The operation was the Venezuelan leader's third in some 18 months, according to NYT. Chavez has refused to provide details about the cancer diagnosis.
Maduro, speaking on national television, described Chavez's six-hour operation as "complex," adding, "fortunately our commander’s gigantic humanity once again demonstrates its fortitude," reported NYT.
Then, addressing Chavez, Madura said: “You have to come back.

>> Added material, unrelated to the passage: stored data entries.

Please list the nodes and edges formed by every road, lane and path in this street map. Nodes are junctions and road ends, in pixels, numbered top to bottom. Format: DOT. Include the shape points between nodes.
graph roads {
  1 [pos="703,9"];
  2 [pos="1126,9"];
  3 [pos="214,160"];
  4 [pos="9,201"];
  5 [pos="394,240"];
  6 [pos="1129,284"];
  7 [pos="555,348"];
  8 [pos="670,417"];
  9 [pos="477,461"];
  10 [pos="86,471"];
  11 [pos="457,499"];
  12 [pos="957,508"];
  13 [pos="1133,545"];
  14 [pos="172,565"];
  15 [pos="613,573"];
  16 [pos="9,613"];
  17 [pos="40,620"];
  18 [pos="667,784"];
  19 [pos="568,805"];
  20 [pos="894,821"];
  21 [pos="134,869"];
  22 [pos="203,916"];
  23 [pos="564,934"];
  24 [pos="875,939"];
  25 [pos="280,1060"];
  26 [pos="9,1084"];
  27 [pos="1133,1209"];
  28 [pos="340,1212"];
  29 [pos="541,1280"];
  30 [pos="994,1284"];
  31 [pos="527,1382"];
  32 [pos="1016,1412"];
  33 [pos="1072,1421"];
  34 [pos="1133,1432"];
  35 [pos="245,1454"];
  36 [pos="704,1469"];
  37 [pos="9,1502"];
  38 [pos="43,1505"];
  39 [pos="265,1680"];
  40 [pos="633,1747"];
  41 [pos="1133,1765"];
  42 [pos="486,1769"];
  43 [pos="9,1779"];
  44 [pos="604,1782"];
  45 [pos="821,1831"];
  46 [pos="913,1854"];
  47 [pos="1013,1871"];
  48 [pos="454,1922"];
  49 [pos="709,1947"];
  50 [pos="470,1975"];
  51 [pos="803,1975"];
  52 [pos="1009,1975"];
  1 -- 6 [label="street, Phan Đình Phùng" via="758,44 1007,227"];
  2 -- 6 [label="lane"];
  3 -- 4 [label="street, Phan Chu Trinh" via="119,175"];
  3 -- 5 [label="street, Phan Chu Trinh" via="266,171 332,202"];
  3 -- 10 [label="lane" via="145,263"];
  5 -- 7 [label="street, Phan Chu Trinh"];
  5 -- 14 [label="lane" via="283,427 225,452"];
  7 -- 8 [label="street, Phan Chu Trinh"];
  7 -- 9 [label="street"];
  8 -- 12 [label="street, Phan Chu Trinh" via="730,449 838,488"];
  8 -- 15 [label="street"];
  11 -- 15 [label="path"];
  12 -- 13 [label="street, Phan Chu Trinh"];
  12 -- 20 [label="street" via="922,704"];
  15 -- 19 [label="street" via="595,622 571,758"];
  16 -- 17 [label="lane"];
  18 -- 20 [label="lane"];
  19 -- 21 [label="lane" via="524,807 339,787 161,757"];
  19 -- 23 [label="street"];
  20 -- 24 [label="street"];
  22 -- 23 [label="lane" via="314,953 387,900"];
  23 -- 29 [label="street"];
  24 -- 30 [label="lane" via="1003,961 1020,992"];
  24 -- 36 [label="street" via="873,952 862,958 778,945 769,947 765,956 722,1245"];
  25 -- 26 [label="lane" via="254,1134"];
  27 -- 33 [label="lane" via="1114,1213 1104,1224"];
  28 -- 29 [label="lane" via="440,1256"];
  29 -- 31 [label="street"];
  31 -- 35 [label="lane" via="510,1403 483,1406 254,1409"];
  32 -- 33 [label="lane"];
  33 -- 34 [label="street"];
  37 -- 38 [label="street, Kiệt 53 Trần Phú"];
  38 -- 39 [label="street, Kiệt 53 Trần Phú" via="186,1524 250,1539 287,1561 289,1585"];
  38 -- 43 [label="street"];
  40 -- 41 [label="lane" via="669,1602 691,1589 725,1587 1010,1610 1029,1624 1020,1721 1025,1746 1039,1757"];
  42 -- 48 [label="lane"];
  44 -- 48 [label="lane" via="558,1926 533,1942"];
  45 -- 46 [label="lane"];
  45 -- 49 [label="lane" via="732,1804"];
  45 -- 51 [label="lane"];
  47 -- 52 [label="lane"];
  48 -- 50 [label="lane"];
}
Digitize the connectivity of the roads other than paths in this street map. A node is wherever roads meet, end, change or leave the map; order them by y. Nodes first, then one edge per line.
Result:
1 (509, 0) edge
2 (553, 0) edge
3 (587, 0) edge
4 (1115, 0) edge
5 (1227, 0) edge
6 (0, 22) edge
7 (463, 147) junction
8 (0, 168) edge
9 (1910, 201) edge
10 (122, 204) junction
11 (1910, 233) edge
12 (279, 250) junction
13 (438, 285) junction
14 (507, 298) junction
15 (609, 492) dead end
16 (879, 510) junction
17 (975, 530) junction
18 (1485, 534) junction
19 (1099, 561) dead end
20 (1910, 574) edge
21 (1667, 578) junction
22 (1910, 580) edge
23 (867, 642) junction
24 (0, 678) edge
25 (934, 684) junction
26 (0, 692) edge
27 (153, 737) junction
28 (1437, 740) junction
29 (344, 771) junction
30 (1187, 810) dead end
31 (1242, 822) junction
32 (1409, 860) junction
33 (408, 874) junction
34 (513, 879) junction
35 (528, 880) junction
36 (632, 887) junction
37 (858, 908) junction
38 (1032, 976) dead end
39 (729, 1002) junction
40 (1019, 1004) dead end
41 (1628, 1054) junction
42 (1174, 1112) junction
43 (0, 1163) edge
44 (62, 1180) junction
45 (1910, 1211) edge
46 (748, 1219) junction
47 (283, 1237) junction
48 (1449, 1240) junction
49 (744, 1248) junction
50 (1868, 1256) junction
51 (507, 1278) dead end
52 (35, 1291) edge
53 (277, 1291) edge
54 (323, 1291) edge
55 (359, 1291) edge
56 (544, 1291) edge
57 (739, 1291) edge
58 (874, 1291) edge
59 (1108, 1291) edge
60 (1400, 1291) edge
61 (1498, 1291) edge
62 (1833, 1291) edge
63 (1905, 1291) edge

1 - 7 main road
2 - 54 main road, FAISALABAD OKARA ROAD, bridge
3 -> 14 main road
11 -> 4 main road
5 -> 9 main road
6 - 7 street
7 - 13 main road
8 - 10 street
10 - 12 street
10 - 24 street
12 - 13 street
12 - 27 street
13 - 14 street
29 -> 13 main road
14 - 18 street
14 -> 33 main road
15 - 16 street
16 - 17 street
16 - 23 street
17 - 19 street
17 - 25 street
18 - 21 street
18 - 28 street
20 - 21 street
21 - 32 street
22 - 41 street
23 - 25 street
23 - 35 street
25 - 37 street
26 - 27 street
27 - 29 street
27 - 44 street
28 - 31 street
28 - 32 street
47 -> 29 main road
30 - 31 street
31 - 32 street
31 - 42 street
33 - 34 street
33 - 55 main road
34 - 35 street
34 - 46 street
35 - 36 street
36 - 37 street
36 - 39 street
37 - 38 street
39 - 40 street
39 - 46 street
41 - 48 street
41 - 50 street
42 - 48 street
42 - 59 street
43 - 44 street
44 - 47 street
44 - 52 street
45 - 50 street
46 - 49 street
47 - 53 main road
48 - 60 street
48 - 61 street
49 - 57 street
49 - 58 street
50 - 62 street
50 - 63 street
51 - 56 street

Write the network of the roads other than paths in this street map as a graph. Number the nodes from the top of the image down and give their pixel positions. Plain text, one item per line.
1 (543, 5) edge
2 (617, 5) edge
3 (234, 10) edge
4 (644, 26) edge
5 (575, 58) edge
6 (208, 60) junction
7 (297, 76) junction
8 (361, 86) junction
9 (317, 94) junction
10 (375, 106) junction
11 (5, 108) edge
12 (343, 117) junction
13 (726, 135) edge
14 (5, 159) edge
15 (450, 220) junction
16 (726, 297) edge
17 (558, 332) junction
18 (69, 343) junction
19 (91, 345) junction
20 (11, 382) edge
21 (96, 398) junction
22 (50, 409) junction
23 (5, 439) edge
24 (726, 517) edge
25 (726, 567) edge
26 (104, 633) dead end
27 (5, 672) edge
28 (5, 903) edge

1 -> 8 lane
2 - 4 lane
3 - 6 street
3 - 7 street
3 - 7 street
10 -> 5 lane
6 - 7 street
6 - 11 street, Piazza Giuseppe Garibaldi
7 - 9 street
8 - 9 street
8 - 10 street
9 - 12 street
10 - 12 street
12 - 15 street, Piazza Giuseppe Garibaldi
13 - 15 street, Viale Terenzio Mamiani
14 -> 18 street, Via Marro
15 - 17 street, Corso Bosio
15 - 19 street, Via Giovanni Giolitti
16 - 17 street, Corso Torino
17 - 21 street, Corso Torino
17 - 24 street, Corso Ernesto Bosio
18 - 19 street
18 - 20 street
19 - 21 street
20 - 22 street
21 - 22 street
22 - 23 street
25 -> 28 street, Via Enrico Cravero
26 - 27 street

And we wait for you here, your children.”
Ecuador's President Rafael Correa told Reuters on Tuesday that the operation would be "one of the toughest times of [Chavez's] life."
Chavez, who is due to be sworn in for a fourth term as Venezuela's president on Jan. 10, has for the first time signaled the possibility he might not be fit to serve it, designating Maduro as his chosen successor.
But before he left Caracas early Monday morning, Chavez assured the nation that he was not giving up power, only handing it temporarily to Maduro, the Guardian reported.
Shown on state television boarding his plane, the paper said, Chavez held up his fist and rallied: "Long live the fatherland."
Yet the Venezuelan opposition insists that that the country's next leader should be chosen by voters, not by Chavez. According to the BBC, the country's constitution states that an election must be held within 30 days if the president leaves office prematurely.
"Venezuela is not a monarchy with a prince as heir," one opposition leader, Antonio Ledezma, told Reuters.
Meanwhile Venezuela bonds have rallied since the news of Chavez's latest ill health was made public, Reuters said, as investors look forward to the prospect of a "more business-friendly government" in Caracas.